Working with Cade was a blip on an otherwise wide-spanning radar. Or so I told myself. I took a deep breath to announce my arrival, but someone else did it for me.

“Hey, Tasha.” My best friend’s boyfriend, in all his tall, dark, suited beauty, appeared in the garage, bag on his shoulder.

Devlin Calvary was Cade’s half-brother, an unforeseen twist that had surprised them both. Last year, they’d discovered they were half-brothers who shared a mother. I had to sit down and draw a flowchart to understand how that’d happened. A lot of lies, as it turned out.

That partly explained Cade’s bad attitude. He learned his parentage was half fiction, and then he threw in a car accident that had injured him and taken him out of college. And trust me, he hadn’t been the most pleasant person before his injuries. At least he wasn’t slicing me in two with that sharp tongue of his. Some days I was surprised I was trying to help him regain his speech. Maybe this time around he’d use his powers for good rather than evil.

Devlin adjusted the duffel bag on his shoulder. He was dressed for work in a deep charcoal-gray suit, a blue tie arrowing down to a shiny leather belt. He was the owner of a high-end restaurant in town, so he dressed to impress. He was wily, but since he’d fallen for my best friend, he’d become…well, not tamed, but there was a light air around him that hadn’t existed before they met. Rena and Devlin were inseparable, which had changed him for the better. Rena finally found the happiness she deserved. They brought out the best in each other, which was what couples were supposed to do.

“Hey.” Devlin kicked the sole of his brother’s shoe. “Therapist is here.”

Cade didn’t respond. That wasn’t unusual.

“You are a glutton for punishment, Montgomery.” Devlin’s mouth twisted into a smirk—the one my best friend Rena favored.
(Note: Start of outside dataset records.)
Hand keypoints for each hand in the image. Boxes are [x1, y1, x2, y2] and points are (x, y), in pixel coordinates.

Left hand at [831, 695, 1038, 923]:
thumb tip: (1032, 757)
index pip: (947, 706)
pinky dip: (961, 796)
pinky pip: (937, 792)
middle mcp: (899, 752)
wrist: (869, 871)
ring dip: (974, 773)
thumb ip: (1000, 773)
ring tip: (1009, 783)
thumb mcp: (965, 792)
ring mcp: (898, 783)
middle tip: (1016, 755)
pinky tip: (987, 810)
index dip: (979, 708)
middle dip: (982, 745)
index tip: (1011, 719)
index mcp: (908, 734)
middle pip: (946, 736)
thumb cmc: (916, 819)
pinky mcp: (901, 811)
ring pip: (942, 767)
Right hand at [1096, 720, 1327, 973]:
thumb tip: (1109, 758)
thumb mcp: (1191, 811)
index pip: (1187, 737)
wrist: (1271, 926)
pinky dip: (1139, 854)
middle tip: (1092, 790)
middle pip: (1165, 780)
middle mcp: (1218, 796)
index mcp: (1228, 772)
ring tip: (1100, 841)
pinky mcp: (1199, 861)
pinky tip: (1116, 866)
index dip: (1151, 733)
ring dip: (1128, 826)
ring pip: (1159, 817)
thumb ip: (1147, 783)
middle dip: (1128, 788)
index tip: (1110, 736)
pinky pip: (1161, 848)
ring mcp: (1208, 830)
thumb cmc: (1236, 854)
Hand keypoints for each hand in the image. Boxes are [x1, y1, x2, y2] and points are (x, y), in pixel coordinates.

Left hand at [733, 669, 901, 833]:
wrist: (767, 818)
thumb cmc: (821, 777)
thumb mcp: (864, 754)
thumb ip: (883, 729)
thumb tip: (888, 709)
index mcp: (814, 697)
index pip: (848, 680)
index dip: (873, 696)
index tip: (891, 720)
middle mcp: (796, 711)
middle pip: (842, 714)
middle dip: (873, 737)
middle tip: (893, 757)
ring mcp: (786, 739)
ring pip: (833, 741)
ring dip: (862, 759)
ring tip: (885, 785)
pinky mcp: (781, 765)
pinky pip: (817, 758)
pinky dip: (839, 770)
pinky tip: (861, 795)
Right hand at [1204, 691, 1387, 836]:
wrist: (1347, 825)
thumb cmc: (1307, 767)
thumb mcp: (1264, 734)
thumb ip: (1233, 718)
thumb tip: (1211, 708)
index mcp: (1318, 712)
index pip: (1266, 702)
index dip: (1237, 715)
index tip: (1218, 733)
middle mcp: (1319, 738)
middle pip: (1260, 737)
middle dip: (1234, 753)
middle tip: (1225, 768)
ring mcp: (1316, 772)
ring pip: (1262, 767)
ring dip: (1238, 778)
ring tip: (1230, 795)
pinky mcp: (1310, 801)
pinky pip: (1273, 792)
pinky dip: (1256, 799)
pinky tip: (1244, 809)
His comment wasn’t venomous. He used to be a jerk. Now he was almost cordial, which was an adjustment for me.

“What are you doing here?” I asked, curious.

Devlin had lived with Cade and Paul when he was younger and had returned to help after Cade’s accident. Recently, Devlin had moved into Rena’s apartment. Their relationship had moved fast—at the time I worried it was too fast—but I was also lost in a thick smokescreen of envy that had clouded my judgment. I wasn’t proud of that jealousy, but it was there. At the time I was holding out hope that my ex, Tony, and I might have a future together.

Boy, was I wrong.

“This is the last of my stuff,” Devlin said, thumb hooked under the strap on the bag hanging from his shoulder. “So…”

We both glanced at the beater of a car in the garage. Cade hadn’t moved an inch. One of his legs was straight out, next to an open toolbox and a few grease-covered rags, and his other foot was on the ground, knee crooked.

Devlin’s mouth pulled into a smile. “Enjoy your session with Mr. Sunshine.”

Okay, he was a looker, I’d give him that. But he wasn’t my type. Rena wasn’t anything like me. She was a bad girl who’d played good for years. I was a dying breed—the last of the good girls—a type-A, perfectionist only child who knew my place and measured my value by how much I could achieve.

“Well.” Devlin pushed a hand through his medium-length black hair and flicked a glance to the upstairs window where Cade had spent nearly every waking and sleeping hour since his accident. “He’s outside, so there’s that.”

True. I wouldn’t be climbing the stairs to his dimly lit bedroom today.